L’ex-ministre libérale Yolande James a dénoncé cette une parce qu’il y avait (selon elle) «zéro minorité visible».

Elle a même appuyé l’idée d’une commission parlementaire sur le «racisme systémique» au Québec.

[…]

Est-ce que, pour Mme James, il y aurait des minorités «un peu visibles» et des «minorités assez visibles» à son goût? Latino, tu ne passes pas le test, mais Haïtienne, c’est correct?

 

Sophie s’offusque que l’on puisse forcer une idéologie aux gens (en particulier les femmes dans ce contexte) à l’encontre de leurs opinions ou leur volontés.

C’est tout a fait louable.

Mais il est évident que sa résistance n’est qu’un paravent translucide face au portrait du marxisme culturel qui nous hypnotise.

On peut réglementer bien des choses dans une société: imposer des quotas d’embauche dans la fonction publique ou une parité au gouvernement.

[…]

Vous savez quoi? Il n’y avait pas de personne transgenre non plus sur la page couverture. Mais dans le magazine, Véro a fait une entrevue absolument fabuleuse, épatante et instructive avec Khloé, une jeune transgenre de 14 ans.

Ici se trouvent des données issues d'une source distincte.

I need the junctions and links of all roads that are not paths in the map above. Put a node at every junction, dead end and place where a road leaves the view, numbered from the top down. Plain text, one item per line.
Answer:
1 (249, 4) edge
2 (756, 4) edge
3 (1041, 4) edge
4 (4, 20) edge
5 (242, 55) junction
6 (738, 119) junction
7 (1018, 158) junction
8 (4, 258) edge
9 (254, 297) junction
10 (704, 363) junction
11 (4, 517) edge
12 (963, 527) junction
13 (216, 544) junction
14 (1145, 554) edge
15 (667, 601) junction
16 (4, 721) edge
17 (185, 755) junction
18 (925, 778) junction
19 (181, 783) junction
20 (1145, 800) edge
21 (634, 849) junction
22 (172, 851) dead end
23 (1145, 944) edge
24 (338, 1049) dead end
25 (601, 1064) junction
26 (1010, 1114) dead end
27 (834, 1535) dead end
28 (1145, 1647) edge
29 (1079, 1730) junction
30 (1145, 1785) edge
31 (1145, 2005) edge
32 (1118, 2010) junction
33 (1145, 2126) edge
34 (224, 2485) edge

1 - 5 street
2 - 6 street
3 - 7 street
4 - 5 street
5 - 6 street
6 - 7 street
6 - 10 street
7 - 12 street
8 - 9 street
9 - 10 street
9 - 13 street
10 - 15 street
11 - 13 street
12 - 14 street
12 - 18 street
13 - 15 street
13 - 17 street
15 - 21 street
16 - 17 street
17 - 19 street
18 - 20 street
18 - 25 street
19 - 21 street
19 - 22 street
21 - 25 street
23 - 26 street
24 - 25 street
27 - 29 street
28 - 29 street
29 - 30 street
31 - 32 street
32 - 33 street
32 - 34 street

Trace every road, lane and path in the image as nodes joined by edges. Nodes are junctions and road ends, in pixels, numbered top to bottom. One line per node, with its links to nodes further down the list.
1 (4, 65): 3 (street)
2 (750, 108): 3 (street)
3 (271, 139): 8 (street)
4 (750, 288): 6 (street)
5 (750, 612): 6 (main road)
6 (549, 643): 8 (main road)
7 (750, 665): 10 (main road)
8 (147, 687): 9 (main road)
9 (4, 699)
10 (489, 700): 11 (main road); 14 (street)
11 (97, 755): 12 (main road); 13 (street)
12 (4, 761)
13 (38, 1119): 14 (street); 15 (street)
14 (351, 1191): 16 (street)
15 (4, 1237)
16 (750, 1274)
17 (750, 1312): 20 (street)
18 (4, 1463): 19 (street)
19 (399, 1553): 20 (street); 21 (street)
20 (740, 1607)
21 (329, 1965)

Transgenre, est-ce une minorité assez visible à votre goût?

Sophie, un quota d’embauche ou une parité EST EN SOI l’imposition d’une idéologie à l’encontre de la volonté des gens.

Et ta joie de voir une entrevue d’une transgenre de 14 ans ne fait que confirmer que ce qu’il y a de plus vertueux pour vous, c’est de voir les plus grande « victimes » être idolâtré et protégée par notre bourgeoisie journalistique et politique.  Part dont le hashtag #Translivematter tant qu’à y être.

Donc il n’y a pas de combat vraiment…

C’est plutôt une course à savoir qui  empathie le plus avec les queer et les soi-disant moins privilégiés, et à quel point ont peut les mettre sur un piédestal politique et culturel afin de les metres à niveau avec qui déjà?…..

 

ah oui! l’homme blanc.  Cet ennemi à subjuguer, mais dont il est la source de tous nos privilèges et confort actuel.

 

Il ne semble pas y avoir de fil d’arrivée à cette course à l’armement victimaire…  En fait selon ces principes, le jugement et l’opinion de Yolande est bien plus importante que la tienne,  puisque la race noire est systématiquement une victime.

Le pire c’est que, puisqu’il y a plus de femme qui vote, et que tu soit blanche, tu fait partie de la classe la plus privilégiée qui soit.  Yolande doit bien se foutre de ton opinion.

 

Pendant ce temps , l’érosion de la bonne volonté de l’homme blanc continue… et tous les privilèges qui viennent avec.